(Stored data)

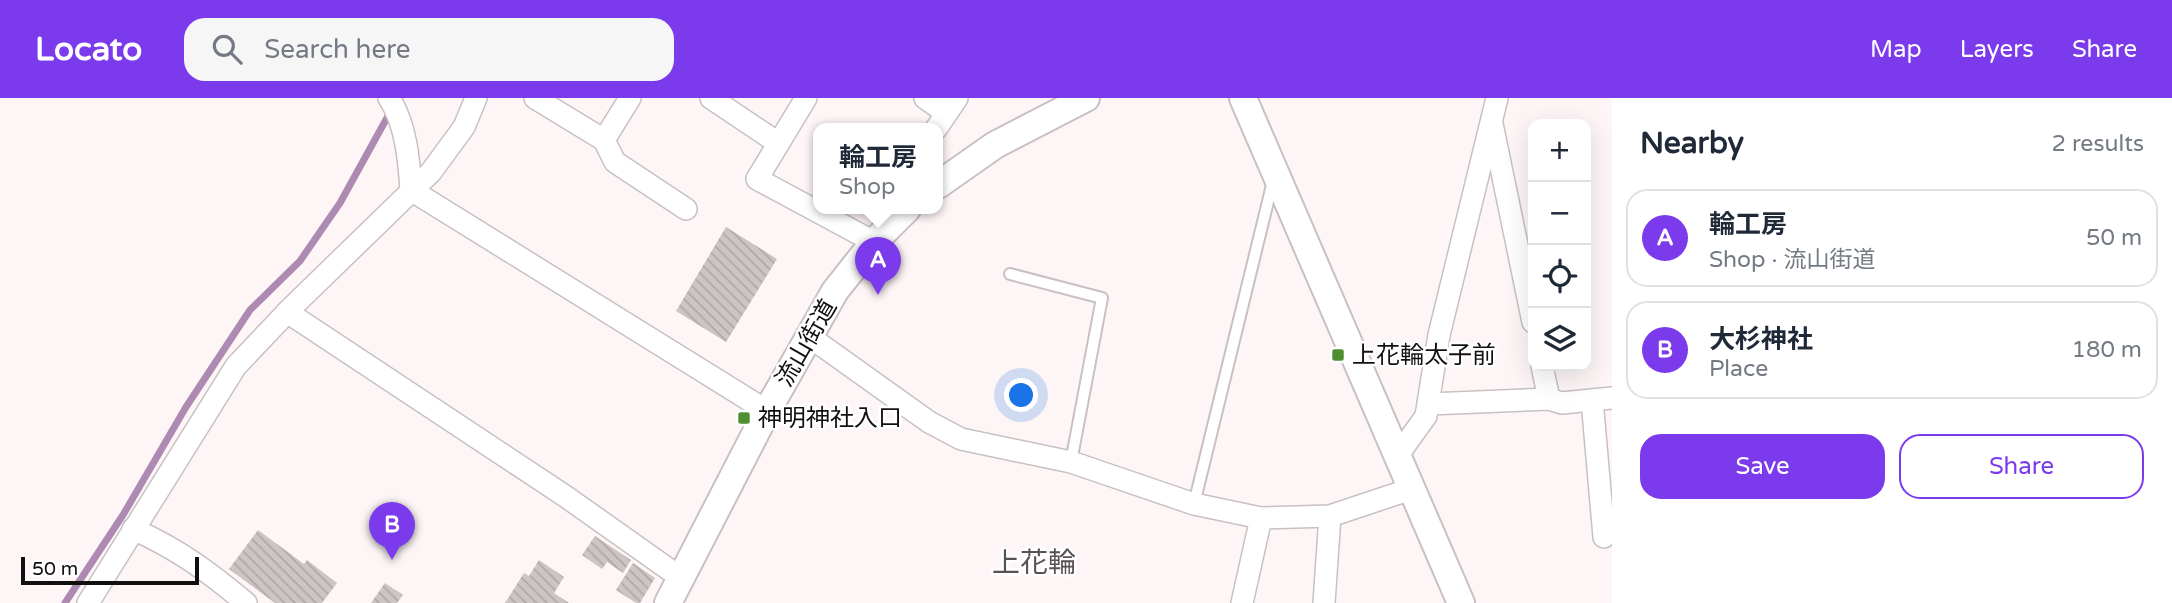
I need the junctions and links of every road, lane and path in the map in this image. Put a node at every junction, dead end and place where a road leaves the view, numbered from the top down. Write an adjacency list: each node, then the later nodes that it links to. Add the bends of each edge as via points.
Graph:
1 (389, 98): 16 (street, via 398,111)
2 (476, 98): 16 (street, via 464,127 431,172)
3 (535, 98): 12 (street)
4 (630, 98): 12 (street)
5 (711, 98): 13 (street)
6 (806, 98): 13 (street)
7 (925, 98): 11 (street)
8 (1086, 98): 15 (street, via 995,145)
9 (1243, 98): 14 (street)
10 (1494, 108): 23 (street); 29 (street, via 1439,335)
11 (946, 113)
12 (604, 141): 18 (street, via 615,162)
13 (778, 143): 17 (street, via 757,179)
14 (1276, 171): 31 (street); 34 (lane)
15 (943, 181)
16 (411, 190): 24 (street); 30 (street)
17 (813, 199)
18 (686, 209)
19 (853, 214): 21 (street)
20 (901, 214): 21 (street, 流山街道)
21 (886, 226): 25 (street, 流山街道, via 835,291)
22 (1010, 274): 32 (lane, via 1102,298)
23 (1530, 308)
24 (287, 312): 37 (street, via 236,366); 39 (street)
25 (810, 337): 30 (street, 流山街道); 32 (street, via 929,422 961,439)
26 (1543, 371): 27 (street)
27 (1549, 399): 28 (street, via 1562,404); 29 (street)
28 (1602, 399): 38 (street)
29 (1429, 404): 31 (street, via 1426,416)
30 (767, 411): 39 (street, 流山街道)
31 (1398, 455): 33 (street)
32 (1071, 462): 34 (street)
33 (1411, 489): 35 (street); 45 (street)
34 (1194, 504): 36 (street)
35 (1330, 516): 36 (street); 44 (street)
36 (1261, 518): 43 (street)
37 (133, 529): 40 (street); 41 (street, via 182,553)
38 (1604, 537)
39 (681, 578): 42 (street, 流山街道)
40 (89, 603)
41 (246, 603)
42 (668, 603)
43 (1242, 603)
44 (1324, 603)
45 (1461, 603)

# ASSIGNMENT:
Copy each line above precisely, dropping the pictures.

# FINISHED TASK:
I need the junctions and links of every road, lane and path in the map in this image. Put a node at every junction, dead end and place where a road leaves the view, numbered from the top down. Write an adjacency list: each node, then the later nodes that it links to. Add the bends of each edge as via points.
Graph:
1 (389, 98): 16 (street, via 398,111)
2 (476, 98): 16 (street, via 464,127 431,172)
3 (535, 98): 12 (street)
4 (630, 98): 12 (street)
5 (711, 98): 13 (street)
6 (806, 98): 13 (street)
7 (925, 98): 11 (street)
8 (1086, 98): 15 (street, via 995,145)
9 (1243, 98): 14 (street)
10 (1494, 108): 23 (street); 29 (street, via 1439,335)
11 (946, 113)
12 (604, 141): 18 (street, via 615,162)
13 (778, 143): 17 (street, via 757,179)
14 (1276, 171): 31 (street); 34 (lane)
15 (943, 181)
16 (411, 190): 24 (street); 30 (street)
17 (813, 199)
18 (686, 209)
19 (853, 214): 21 (street)
20 (901, 214): 21 (street, 流山街道)
21 (886, 226): 25 (street, 流山街道, via 835,291)
22 (1010, 274): 32 (lane, via 1102,298)
23 (1530, 308)
24 (287, 312): 37 (street, via 236,366); 39 (street)
25 (810, 337): 30 (street, 流山街道); 32 (street, via 929,422 961,439)
26 (1543, 371): 27 (street)
27 (1549, 399): 28 (street, via 1562,404); 29 (street)
28 (1602, 399): 38 (street)
29 (1429, 404): 31 (street, via 1426,416)
30 (767, 411): 39 (street, 流山街道)
31 (1398, 455): 33 (street)
32 (1071, 462): 34 (street)
33 (1411, 489): 35 (street); 45 (street)
34 (1194, 504): 36 (street)
35 (1330, 516): 36 (street); 44 (street)
36 (1261, 518): 43 (street)
37 (133, 529): 40 (street); 41 (street, via 182,553)
38 (1604, 537)
39 (681, 578): 42 (street, 流山街道)
40 (89, 603)
41 (246, 603)
42 (668, 603)
43 (1242, 603)
44 (1324, 603)
45 (1461, 603)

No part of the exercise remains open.